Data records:
____________
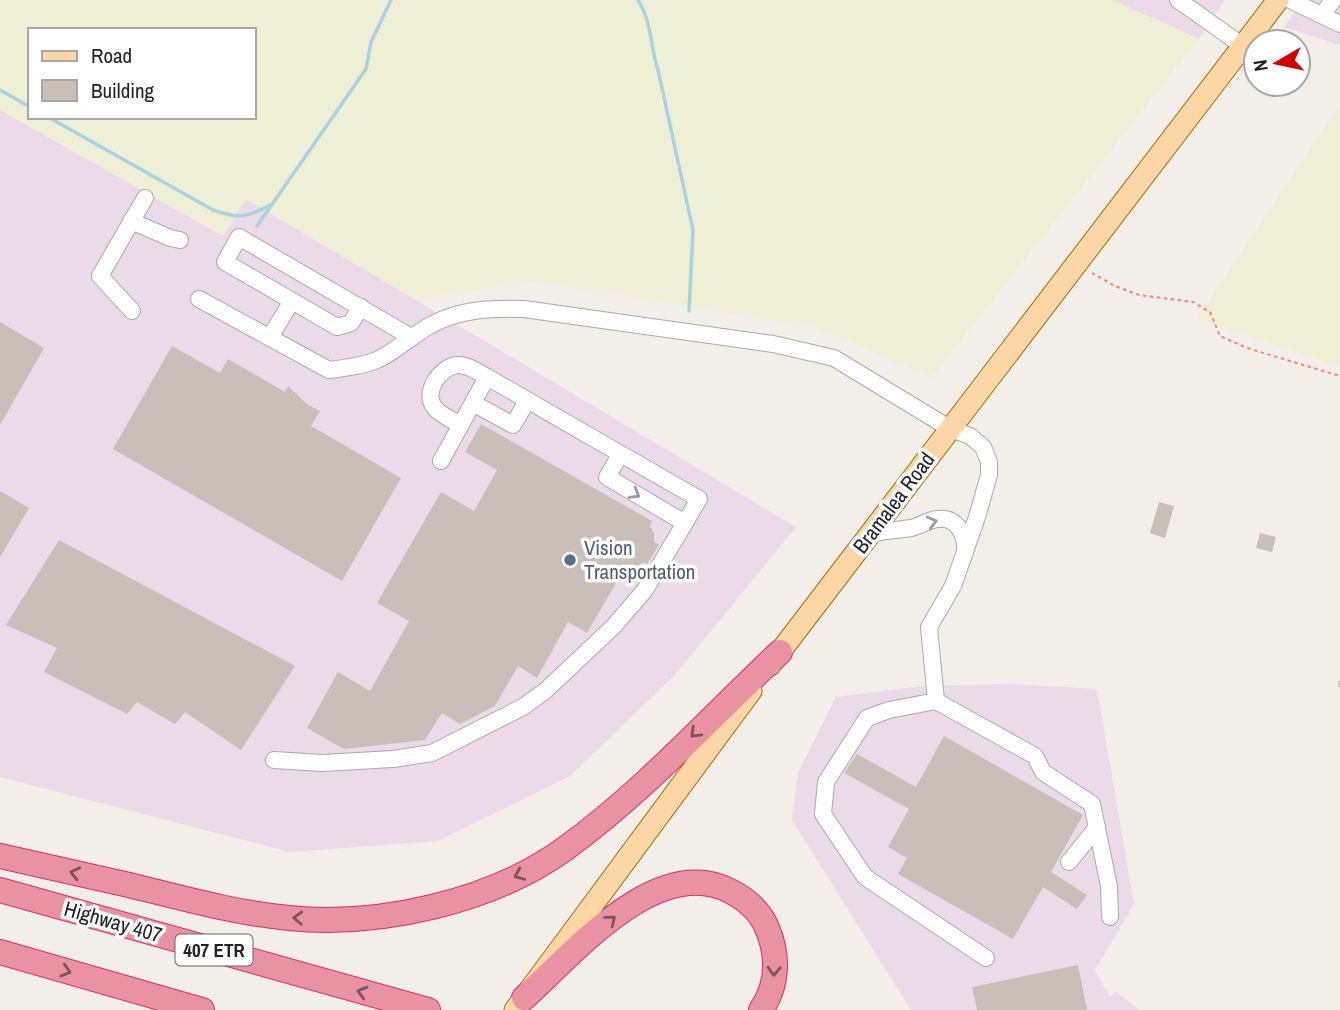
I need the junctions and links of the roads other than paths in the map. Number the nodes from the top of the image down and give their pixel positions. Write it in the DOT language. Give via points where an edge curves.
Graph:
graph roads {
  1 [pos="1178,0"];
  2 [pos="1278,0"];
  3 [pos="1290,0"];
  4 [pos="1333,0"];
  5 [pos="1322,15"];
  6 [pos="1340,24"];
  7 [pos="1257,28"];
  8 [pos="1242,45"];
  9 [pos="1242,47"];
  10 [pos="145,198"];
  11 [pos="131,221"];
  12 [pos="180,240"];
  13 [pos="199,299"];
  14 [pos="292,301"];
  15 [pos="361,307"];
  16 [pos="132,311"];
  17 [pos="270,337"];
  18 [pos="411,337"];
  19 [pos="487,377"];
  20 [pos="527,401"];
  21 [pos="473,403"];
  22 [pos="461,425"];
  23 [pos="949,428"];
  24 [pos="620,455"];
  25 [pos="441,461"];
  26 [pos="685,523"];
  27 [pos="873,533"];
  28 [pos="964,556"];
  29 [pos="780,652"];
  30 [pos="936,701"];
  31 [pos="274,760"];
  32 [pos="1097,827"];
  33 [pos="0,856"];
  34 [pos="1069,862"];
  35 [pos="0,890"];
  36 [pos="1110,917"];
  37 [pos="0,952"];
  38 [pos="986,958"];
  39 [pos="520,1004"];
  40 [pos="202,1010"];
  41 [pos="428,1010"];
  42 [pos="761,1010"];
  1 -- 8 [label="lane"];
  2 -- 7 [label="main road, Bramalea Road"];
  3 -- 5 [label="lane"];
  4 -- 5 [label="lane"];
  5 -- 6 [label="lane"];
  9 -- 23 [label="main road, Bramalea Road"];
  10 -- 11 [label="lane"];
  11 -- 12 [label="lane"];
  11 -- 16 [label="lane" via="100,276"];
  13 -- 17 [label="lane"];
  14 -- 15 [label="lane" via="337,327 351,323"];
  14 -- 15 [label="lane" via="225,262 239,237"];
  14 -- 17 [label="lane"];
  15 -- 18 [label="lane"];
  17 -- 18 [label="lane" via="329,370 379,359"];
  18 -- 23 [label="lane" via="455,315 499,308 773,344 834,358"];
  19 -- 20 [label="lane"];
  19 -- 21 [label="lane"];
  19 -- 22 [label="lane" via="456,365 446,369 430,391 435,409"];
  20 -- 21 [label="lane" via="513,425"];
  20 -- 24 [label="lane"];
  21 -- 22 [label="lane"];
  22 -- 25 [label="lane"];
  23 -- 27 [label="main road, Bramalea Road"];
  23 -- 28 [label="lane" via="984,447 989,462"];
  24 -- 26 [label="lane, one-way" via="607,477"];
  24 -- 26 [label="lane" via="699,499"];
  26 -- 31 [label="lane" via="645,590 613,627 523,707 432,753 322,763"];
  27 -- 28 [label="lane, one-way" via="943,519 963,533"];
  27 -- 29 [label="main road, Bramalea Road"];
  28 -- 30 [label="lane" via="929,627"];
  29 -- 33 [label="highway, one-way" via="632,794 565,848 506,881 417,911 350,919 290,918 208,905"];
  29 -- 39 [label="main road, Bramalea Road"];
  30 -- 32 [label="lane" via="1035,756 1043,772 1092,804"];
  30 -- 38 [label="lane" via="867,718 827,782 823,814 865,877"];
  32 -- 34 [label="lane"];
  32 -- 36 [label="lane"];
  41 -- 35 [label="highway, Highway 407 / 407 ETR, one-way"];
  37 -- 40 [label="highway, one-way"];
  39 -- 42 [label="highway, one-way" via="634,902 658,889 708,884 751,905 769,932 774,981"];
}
____________
Your objective |
Your copy should match the data exactly, apart from the images, which are dropped.

Exercise output |
I need the junctions and links of the roads other than paths in the map. Number the nodes from the top of the image down and give their pixel positions. Write it in the DOT language. Give via points where an edge curves.
Graph:
graph roads {
  1 [pos="1178,0"];
  2 [pos="1278,0"];
  3 [pos="1290,0"];
  4 [pos="1333,0"];
  5 [pos="1322,15"];
  6 [pos="1340,24"];
  7 [pos="1257,28"];
  8 [pos="1242,45"];
  9 [pos="1242,47"];
  10 [pos="145,198"];
  11 [pos="131,221"];
  12 [pos="180,240"];
  13 [pos="199,299"];
  14 [pos="292,301"];
  15 [pos="361,307"];
  16 [pos="132,311"];
  17 [pos="270,337"];
  18 [pos="411,337"];
  19 [pos="487,377"];
  20 [pos="527,401"];
  21 [pos="473,403"];
  22 [pos="461,425"];
  23 [pos="949,428"];
  24 [pos="620,455"];
  25 [pos="441,461"];
  26 [pos="685,523"];
  27 [pos="873,533"];
  28 [pos="964,556"];
  29 [pos="780,652"];
  30 [pos="936,701"];
  31 [pos="274,760"];
  32 [pos="1097,827"];
  33 [pos="0,856"];
  34 [pos="1069,862"];
  35 [pos="0,890"];
  36 [pos="1110,917"];
  37 [pos="0,952"];
  38 [pos="986,958"];
  39 [pos="520,1004"];
  40 [pos="202,1010"];
  41 [pos="428,1010"];
  42 [pos="761,1010"];
  1 -- 8 [label="lane"];
  2 -- 7 [label="main road, Bramalea Road"];
  3 -- 5 [label="lane"];
  4 -- 5 [label="lane"];
  5 -- 6 [label="lane"];
  9 -- 23 [label="main road, Bramalea Road"];
  10 -- 11 [label="lane"];
  11 -- 12 [label="lane"];
  11 -- 16 [label="lane" via="100,276"];
  13 -- 17 [label="lane"];
  14 -- 15 [label="lane" via="337,327 351,323"];
  14 -- 15 [label="lane" via="225,262 239,237"];
  14 -- 17 [label="lane"];
  15 -- 18 [label="lane"];
  17 -- 18 [label="lane" via="329,370 379,359"];
  18 -- 23 [label="lane" via="455,315 499,308 773,344 834,358"];
  19 -- 20 [label="lane"];
  19 -- 21 [label="lane"];
  19 -- 22 [label="lane" via="456,365 446,369 430,391 435,409"];
  20 -- 21 [label="lane" via="513,425"];
  20 -- 24 [label="lane"];
  21 -- 22 [label="lane"];
  22 -- 25 [label="lane"];
  23 -- 27 [label="main road, Bramalea Road"];
  23 -- 28 [label="lane" via="984,447 989,462"];
  24 -- 26 [label="lane, one-way" via="607,477"];
  24 -- 26 [label="lane" via="699,499"];
  26 -- 31 [label="lane" via="645,590 613,627 523,707 432,753 322,763"];
  27 -- 28 [label="lane, one-way" via="943,519 963,533"];
  27 -- 29 [label="main road, Bramalea Road"];
  28 -- 30 [label="lane" via="929,627"];
  29 -- 33 [label="highway, one-way" via="632,794 565,848 506,881 417,911 350,919 290,918 208,905"];
  29 -- 39 [label="main road, Bramalea Road"];
  30 -- 32 [label="lane" via="1035,756 1043,772 1092,804"];
  30 -- 38 [label="lane" via="867,718 827,782 823,814 865,877"];
  32 -- 34 [label="lane"];
  32 -- 36 [label="lane"];
  41 -- 35 [label="highway, Highway 407 / 407 ETR, one-way"];
  37 -- 40 [label="highway, one-way"];
  39 -- 42 [label="highway, one-way" via="634,902 658,889 708,884 751,905 769,932 774,981"];
}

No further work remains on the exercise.